- Born: September 6, 1905 Chicago, Illinois, U.S.
- Died: December 8, 1971 (aged 66)
- Allegiance: United States of America
- Branch: United States Air Force
- Service years: 1929-1959
- Rank: Brigadier general
- Conflicts: World War II
- Awards: Bronze Star Legion of Merit

= John Gordon Fowler =

United States Air Force general

John Gordon Fowler (September 6, 1905 – December 8, 1971) was a United States Air Force brigadier general who was a recipient of the Legion of Merit.

==Biography==

===Early life===
Fowler was born in Chicago, Illinois in 1905. In 1924 he graduated from Lake View High School in the same city, and four years later got a degree in engineering from Northwestern University. He entered Primary Flying School as a flying cadet at March Field, California and later on was transferred to the Advanced Flying School at Kelly Field, Texas, from which he graduated on June 22, 1929, and the same year became second lieutenant. In October of the same year he was a pilot at Selfridge Field, Michigan. Between 1930 and 1940 he was a flying instructor and pilot at more than one base of the United States and Hawaii. In July 1940 he entered into the Air Corps Tactical School at Maxwell Field, Alabama from which he graduated in September of the same year and was given a task to command Second Bomb Group at Langley Field, Virginia.

===World War II===
When World War II began, he became an assistant chief of staff for the Anti-Submarine Command in New York City where he also became deputy chief of staff for the First Air Force at Mitchel Field, New York in October 1943. In June 1944 Fowler worked with the 20th Air Force at Colorado Springs, Colorado where he operated 314th Bomb Wing which was sent by him to Guam. In September 1945, he took command of the 20th Air Force Combat Staging Center at Iwo Jima and a month later he became commanding officer of the 315th Bomb Wing.

===Postwar era===
On July 1, 1946, he worked for the Japan Air Materiel Area Command as chief of administration. In August 1947 Fowler became an assistant commandant of the 2621st Base Unit at Barksdale Field, Louisiana and next year he took command of the 2518th Base Unit at Enid Air Force Base, Oklahoma. Later on, in October 1949, he moved to Randolph Field, Texas where he was in charge of the 3510th Pilot Training Wing and a year later, in August, entered into the National War College in Washington, D. C. He graduated from there in June and was stationed at Joint Subsidiary Plans Division as the Air Force member.
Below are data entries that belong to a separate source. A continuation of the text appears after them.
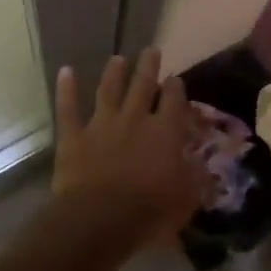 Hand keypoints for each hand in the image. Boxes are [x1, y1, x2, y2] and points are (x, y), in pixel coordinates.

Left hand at [53, 49, 209, 246]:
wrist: (99, 220)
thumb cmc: (149, 213)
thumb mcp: (187, 200)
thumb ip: (197, 178)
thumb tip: (205, 165)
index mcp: (165, 132)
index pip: (174, 101)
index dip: (176, 88)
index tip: (176, 79)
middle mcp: (135, 119)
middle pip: (143, 85)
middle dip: (148, 66)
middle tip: (151, 50)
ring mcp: (102, 125)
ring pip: (108, 90)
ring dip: (114, 73)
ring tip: (118, 58)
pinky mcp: (74, 137)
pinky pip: (68, 109)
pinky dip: (66, 90)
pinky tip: (65, 71) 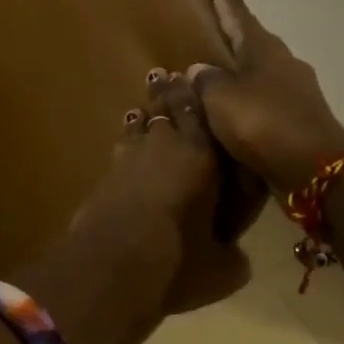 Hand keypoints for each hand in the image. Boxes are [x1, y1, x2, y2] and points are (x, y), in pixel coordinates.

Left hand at [71, 68, 253, 314]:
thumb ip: (232, 255)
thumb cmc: (178, 258)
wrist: (114, 260)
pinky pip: (122, 147)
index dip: (196, 94)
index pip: (200, 113)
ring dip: (143, 116)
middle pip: (166, 109)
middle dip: (166, 92)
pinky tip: (124, 144)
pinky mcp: (106, 173)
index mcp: (202, 156)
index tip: (192, 76)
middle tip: (163, 75)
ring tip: (143, 110)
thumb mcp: (221, 269)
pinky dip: (127, 142)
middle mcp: (166, 145)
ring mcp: (131, 155)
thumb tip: (237, 257)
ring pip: (139, 124)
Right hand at [186, 0, 343, 198]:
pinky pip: (265, 100)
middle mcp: (282, 62)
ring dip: (239, 70)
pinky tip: (233, 111)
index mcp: (262, 48)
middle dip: (231, 32)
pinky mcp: (300, 119)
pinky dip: (248, 99)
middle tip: (210, 25)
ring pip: (260, 71)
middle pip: (251, 40)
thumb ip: (205, 80)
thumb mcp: (221, 98)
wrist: (317, 170)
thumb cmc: (264, 122)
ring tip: (215, 74)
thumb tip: (200, 70)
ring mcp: (296, 91)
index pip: (237, 12) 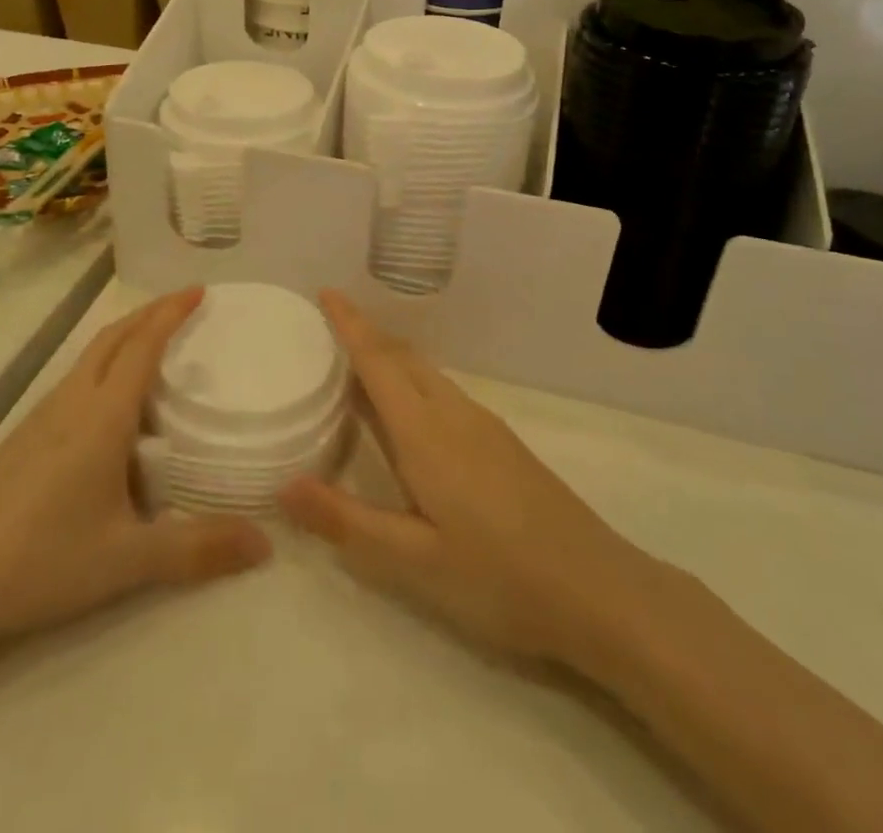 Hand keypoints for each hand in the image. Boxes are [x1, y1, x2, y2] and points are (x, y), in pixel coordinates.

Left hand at [0, 289, 271, 659]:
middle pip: (113, 337)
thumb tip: (266, 543)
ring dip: (125, 335)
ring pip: (90, 355)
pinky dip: (104, 362)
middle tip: (184, 303)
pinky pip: (75, 378)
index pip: (142, 345)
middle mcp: (72, 402)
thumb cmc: (43, 560)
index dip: (171, 313)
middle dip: (150, 312)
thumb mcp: (128, 560)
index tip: (199, 290)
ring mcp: (42, 416)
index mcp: (102, 416)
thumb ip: (198, 549)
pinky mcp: (23, 436)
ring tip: (154, 342)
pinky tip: (110, 401)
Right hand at [280, 292, 645, 664]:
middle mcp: (453, 413)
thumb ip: (345, 520)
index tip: (326, 291)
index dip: (350, 323)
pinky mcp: (502, 443)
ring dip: (390, 359)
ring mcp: (483, 425)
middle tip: (328, 329)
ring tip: (357, 367)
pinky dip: (413, 383)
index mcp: (425, 431)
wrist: (599, 591)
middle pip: (402, 357)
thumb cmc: (499, 576)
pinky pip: (444, 393)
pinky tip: (409, 415)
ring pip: (426, 374)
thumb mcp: (413, 560)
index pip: (378, 361)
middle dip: (366, 334)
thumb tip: (283, 484) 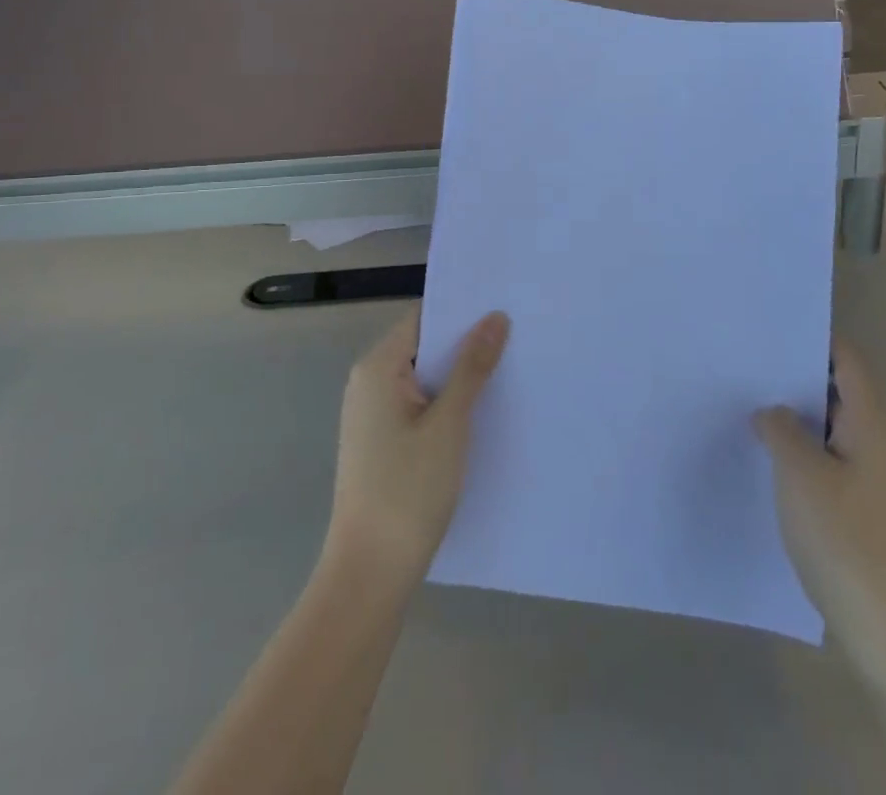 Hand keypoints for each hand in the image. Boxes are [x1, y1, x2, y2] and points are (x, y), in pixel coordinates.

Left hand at [325, 310, 509, 587]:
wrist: (369, 574)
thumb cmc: (408, 491)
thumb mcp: (449, 425)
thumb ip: (472, 368)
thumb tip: (495, 317)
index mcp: (378, 367)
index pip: (423, 320)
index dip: (461, 313)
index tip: (503, 310)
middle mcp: (368, 383)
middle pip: (423, 348)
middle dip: (465, 346)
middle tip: (517, 340)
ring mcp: (371, 415)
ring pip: (423, 380)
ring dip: (458, 379)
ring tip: (508, 373)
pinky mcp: (379, 443)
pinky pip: (417, 407)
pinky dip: (445, 405)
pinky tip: (480, 416)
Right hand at [754, 345, 885, 697]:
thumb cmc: (850, 545)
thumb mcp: (802, 476)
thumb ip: (781, 429)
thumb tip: (771, 410)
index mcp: (871, 424)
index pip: (844, 359)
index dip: (809, 336)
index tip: (764, 325)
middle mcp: (878, 444)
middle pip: (834, 390)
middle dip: (791, 375)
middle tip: (740, 361)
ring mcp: (874, 482)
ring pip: (828, 429)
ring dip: (792, 416)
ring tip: (741, 403)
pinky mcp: (865, 515)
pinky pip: (827, 463)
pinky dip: (798, 452)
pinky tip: (764, 460) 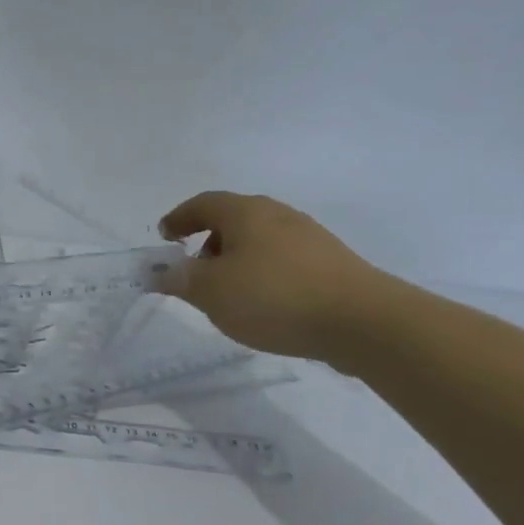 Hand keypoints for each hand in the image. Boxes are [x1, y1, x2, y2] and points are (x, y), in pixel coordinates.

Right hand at [157, 191, 397, 363]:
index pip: (202, 203)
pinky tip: (266, 303)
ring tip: (229, 292)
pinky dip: (263, 273)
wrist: (363, 321)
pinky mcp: (331, 262)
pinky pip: (283, 259)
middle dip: (207, 241)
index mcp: (244, 211)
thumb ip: (180, 279)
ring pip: (259, 240)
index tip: (164, 238)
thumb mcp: (212, 292)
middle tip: (194, 270)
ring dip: (236, 259)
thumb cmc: (274, 297)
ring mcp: (309, 236)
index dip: (178, 218)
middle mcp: (277, 214)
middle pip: (232, 219)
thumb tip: (160, 272) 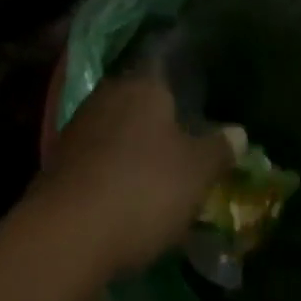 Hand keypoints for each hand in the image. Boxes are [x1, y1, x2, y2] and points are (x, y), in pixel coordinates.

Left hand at [33, 71, 245, 276]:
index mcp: (145, 83)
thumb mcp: (195, 173)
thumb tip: (240, 130)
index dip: (181, 94)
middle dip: (156, 123)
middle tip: (176, 153)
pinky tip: (118, 194)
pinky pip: (96, 153)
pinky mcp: (61, 153)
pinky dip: (108, 168)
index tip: (192, 116)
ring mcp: (83, 119)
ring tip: (149, 179)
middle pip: (140, 100)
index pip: (166, 73)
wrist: (70, 227)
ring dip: (130, 146)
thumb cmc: (144, 188)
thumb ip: (218, 149)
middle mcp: (112, 89)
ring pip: (116, 125) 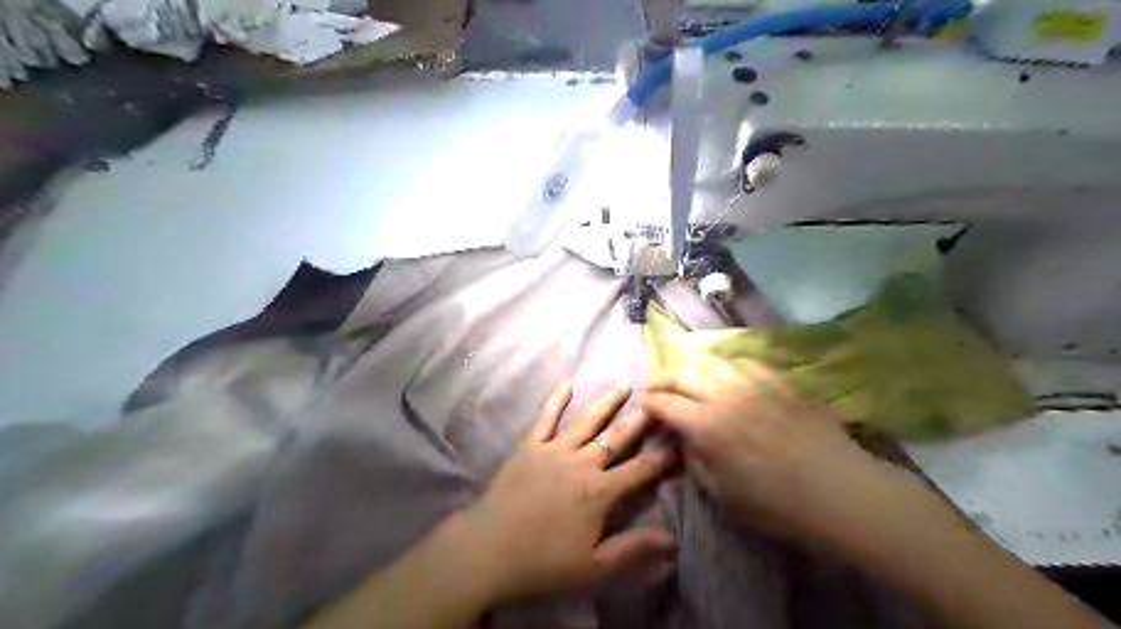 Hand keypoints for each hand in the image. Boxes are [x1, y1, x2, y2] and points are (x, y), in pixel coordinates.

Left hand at [455, 380, 673, 601]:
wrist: (488, 550)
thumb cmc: (543, 562)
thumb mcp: (594, 567)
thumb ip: (634, 549)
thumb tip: (672, 539)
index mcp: (601, 492)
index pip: (641, 470)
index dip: (664, 457)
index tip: (682, 442)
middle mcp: (582, 463)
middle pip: (618, 437)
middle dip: (642, 419)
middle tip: (659, 401)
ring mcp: (554, 450)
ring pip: (588, 421)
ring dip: (607, 402)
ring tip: (625, 384)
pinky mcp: (530, 446)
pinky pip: (545, 418)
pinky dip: (556, 399)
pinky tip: (566, 383)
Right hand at [643, 360, 905, 546]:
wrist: (839, 491)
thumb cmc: (776, 504)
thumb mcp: (722, 493)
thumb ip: (695, 460)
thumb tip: (683, 439)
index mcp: (706, 425)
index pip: (665, 403)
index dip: (649, 403)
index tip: (643, 405)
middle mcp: (724, 395)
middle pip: (682, 374)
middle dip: (661, 377)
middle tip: (653, 384)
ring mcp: (753, 384)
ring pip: (712, 361)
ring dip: (691, 366)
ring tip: (686, 374)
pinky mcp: (779, 381)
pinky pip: (746, 362)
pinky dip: (727, 365)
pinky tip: (727, 371) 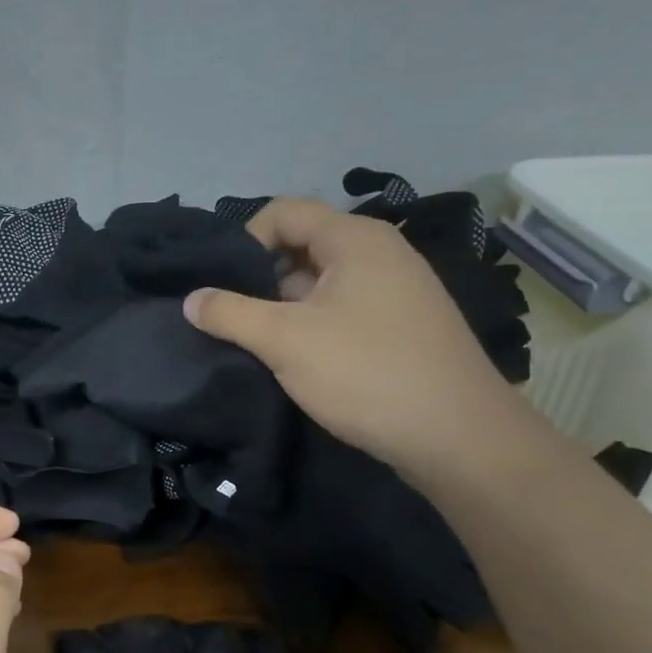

In March 1952, Fowler became a deputy to the assistant at the Air Force Headquarters and in April he was already an assistant deputy director and became a deputy director a couple of months later. He came back to Tokyo, Japan in September 1954, and worked at the Far East Air Forces Headquarters as a deputy for intelligence. From December 1954 to June 1955 he worked in Korea as a United Nations Command, Military Armistice Commissioner and on April 17, 1956, was assigned at the United Nations and Far East Command in Tokyo. He retired in May 1959 and died on December 8, 1971.